Aim of the task:
Search the entries below for the word "Isheri", then copy each line in which it is found.

Top of Material shown

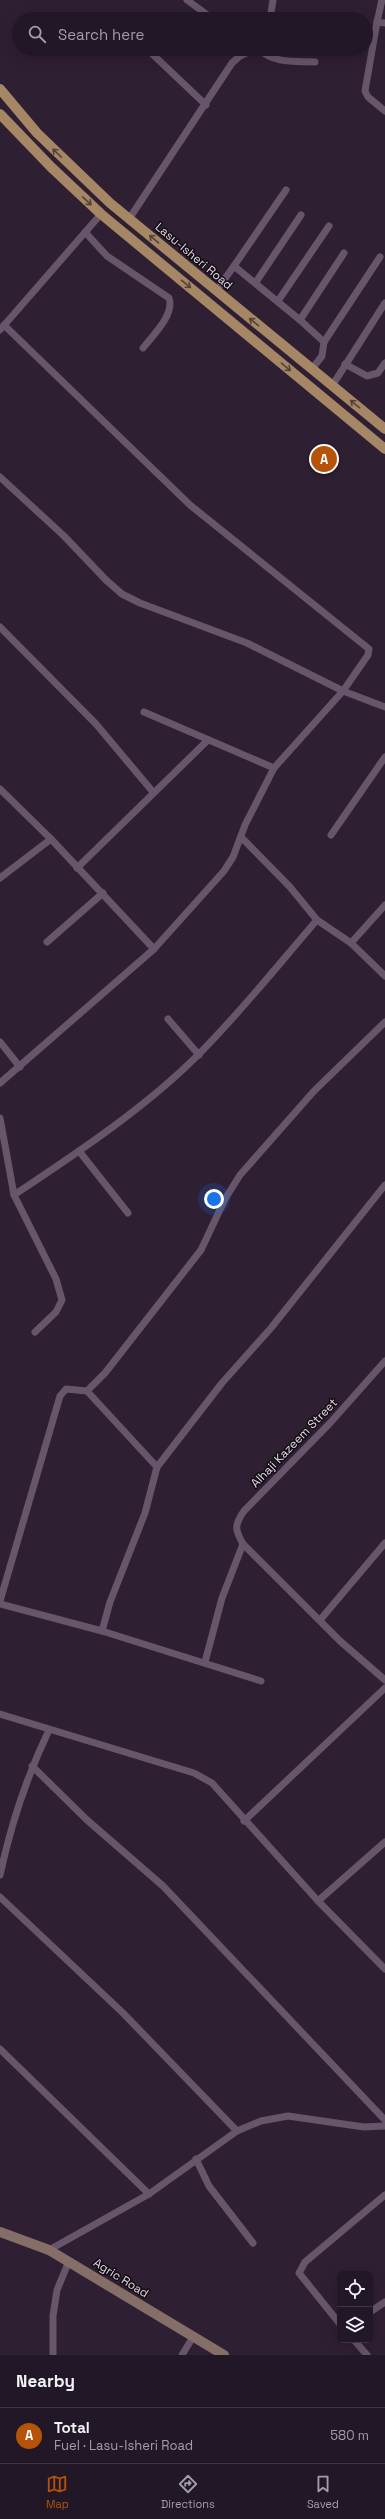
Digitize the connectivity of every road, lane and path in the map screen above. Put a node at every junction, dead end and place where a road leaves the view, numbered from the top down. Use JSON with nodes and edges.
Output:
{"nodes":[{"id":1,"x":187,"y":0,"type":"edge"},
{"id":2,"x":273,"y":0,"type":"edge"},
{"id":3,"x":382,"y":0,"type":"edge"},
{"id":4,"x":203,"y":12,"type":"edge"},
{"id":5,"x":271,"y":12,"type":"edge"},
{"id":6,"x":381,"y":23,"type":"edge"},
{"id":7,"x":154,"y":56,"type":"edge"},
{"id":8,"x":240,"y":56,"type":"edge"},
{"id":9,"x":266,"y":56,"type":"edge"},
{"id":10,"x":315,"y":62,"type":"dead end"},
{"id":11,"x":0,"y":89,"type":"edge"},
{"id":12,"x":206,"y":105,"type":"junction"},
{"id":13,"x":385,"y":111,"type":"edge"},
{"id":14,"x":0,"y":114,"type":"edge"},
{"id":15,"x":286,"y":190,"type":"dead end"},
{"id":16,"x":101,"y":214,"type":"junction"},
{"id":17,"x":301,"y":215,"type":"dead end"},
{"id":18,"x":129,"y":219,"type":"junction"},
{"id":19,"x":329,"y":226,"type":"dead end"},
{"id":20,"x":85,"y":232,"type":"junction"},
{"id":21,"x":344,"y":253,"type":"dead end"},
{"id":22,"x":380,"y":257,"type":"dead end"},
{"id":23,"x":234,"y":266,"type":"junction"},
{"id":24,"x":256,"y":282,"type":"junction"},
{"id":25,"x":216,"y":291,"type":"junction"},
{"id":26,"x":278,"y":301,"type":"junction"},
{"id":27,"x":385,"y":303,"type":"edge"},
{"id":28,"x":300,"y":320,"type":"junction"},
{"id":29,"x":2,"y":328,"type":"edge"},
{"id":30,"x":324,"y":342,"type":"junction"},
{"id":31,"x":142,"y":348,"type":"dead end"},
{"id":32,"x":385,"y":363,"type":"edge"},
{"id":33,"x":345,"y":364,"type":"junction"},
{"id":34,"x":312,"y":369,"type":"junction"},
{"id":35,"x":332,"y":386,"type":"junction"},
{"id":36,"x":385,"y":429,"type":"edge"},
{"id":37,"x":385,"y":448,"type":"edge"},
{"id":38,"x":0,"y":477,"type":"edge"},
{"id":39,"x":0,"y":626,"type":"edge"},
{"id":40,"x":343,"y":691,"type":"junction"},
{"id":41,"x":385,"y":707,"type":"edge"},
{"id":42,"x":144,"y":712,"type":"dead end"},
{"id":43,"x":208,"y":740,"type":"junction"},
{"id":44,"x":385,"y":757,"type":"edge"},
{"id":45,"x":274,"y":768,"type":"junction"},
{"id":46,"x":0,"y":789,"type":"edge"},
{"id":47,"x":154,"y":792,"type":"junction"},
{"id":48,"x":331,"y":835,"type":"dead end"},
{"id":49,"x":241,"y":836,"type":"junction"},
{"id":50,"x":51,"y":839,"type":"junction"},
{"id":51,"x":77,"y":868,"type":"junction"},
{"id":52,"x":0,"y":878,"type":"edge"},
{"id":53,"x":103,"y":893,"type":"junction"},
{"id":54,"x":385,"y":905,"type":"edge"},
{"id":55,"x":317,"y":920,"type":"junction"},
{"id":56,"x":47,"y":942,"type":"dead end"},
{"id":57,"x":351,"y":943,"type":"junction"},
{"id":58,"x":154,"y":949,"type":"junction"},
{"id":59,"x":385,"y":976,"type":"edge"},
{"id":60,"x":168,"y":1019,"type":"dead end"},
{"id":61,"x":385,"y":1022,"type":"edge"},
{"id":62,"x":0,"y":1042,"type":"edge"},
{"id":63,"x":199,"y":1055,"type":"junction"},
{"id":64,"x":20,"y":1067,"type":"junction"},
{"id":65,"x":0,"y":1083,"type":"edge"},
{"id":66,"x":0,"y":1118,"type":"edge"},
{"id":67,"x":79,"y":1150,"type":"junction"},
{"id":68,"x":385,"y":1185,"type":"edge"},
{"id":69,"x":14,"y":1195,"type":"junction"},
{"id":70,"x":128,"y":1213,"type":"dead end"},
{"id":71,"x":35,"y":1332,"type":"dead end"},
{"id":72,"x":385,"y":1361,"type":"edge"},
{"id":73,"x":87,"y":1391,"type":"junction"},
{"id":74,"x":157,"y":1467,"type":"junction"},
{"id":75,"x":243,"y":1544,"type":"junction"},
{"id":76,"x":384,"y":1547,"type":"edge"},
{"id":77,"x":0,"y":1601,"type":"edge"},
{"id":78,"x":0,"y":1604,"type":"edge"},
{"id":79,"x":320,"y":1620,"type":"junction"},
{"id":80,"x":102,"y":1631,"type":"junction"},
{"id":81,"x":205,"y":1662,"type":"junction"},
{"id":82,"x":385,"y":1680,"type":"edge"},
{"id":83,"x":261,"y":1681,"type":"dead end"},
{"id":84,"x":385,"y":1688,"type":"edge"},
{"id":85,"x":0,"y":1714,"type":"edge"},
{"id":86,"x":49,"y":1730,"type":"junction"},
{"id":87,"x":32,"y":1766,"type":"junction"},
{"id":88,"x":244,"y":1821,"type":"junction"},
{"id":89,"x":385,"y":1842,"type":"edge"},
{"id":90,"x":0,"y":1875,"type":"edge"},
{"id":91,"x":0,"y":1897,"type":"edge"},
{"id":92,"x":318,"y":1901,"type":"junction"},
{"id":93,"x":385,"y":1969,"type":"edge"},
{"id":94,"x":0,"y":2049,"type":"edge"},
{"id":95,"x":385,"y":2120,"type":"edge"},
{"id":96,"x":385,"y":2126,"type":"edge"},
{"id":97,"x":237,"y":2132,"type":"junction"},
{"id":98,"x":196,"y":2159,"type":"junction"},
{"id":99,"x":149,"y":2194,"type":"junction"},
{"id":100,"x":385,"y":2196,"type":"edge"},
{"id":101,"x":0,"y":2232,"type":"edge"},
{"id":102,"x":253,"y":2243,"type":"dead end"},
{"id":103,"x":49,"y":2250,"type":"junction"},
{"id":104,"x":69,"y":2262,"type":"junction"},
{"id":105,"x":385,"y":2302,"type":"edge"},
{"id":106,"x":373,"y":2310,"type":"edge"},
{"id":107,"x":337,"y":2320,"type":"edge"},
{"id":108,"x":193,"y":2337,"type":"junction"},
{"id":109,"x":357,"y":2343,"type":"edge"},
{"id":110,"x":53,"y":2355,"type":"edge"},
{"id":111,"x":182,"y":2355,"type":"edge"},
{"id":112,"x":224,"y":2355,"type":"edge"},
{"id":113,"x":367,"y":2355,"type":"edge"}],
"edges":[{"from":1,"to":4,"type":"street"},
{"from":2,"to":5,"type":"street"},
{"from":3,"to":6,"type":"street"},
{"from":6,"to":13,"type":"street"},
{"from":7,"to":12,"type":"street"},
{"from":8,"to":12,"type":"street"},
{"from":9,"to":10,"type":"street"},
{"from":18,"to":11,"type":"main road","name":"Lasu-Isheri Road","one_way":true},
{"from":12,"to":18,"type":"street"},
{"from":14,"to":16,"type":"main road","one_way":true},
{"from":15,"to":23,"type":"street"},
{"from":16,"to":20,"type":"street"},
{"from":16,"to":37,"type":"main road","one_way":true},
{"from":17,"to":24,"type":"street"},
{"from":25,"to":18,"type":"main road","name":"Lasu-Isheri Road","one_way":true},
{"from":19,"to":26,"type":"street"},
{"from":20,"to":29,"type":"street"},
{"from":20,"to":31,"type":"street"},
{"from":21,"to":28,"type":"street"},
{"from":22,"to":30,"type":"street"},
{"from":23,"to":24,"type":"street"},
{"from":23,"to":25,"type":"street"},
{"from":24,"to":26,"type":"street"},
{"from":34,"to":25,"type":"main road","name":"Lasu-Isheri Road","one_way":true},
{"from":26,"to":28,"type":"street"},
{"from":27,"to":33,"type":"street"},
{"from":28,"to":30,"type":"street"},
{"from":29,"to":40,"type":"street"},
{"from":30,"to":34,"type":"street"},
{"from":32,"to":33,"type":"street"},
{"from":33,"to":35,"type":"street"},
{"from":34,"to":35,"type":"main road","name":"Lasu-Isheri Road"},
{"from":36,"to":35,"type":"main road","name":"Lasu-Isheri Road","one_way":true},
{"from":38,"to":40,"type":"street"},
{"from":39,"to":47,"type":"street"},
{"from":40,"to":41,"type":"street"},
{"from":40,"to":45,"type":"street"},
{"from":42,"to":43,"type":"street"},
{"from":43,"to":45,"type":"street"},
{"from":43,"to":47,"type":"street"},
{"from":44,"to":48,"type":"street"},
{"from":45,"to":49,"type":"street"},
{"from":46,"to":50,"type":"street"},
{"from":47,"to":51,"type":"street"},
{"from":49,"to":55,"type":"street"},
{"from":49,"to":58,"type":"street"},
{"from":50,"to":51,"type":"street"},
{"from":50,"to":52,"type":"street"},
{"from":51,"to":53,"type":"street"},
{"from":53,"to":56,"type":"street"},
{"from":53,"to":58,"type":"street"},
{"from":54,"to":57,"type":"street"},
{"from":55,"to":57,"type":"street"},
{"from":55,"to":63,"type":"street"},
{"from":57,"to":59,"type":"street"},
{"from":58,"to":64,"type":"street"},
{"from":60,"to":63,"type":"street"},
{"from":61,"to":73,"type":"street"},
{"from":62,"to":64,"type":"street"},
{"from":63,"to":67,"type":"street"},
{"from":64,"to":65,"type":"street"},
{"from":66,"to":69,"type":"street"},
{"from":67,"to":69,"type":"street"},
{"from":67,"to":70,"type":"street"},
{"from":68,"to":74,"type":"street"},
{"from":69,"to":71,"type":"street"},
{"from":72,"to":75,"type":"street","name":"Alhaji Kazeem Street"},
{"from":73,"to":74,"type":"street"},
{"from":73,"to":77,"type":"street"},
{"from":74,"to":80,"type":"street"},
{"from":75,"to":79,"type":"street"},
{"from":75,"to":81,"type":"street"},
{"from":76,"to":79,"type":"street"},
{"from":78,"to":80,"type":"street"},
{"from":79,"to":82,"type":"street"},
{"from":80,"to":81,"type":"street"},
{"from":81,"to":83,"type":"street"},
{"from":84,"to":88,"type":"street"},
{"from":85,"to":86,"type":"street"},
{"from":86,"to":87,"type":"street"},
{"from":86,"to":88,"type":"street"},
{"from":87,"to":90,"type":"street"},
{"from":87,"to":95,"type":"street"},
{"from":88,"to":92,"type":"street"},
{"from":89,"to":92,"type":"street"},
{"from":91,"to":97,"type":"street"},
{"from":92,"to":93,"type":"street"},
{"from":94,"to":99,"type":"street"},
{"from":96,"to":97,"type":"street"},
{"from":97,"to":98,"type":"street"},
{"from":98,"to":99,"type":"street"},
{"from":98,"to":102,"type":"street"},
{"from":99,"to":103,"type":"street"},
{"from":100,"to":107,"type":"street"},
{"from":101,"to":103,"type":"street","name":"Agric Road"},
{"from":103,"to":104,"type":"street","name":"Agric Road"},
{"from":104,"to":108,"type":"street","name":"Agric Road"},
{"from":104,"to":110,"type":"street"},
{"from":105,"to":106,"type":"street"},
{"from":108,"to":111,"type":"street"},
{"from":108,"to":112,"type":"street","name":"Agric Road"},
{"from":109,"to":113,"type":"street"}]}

Bottom of Material shown

Solution to this task:
{"from":18,"to":11,"type":"main road","name":"Lasu-Isheri Road","one_way":true},
{"from":25,"to":18,"type":"main road","name":"Lasu-Isheri Road","one_way":true},
{"from":34,"to":25,"type":"main road","name":"Lasu-Isheri Road","one_way":true},
{"from":34,"to":35,"type":"main road","name":"Lasu-Isheri Road"},
{"from":36,"to":35,"type":"main road","name":"Lasu-Isheri Road","one_way":true},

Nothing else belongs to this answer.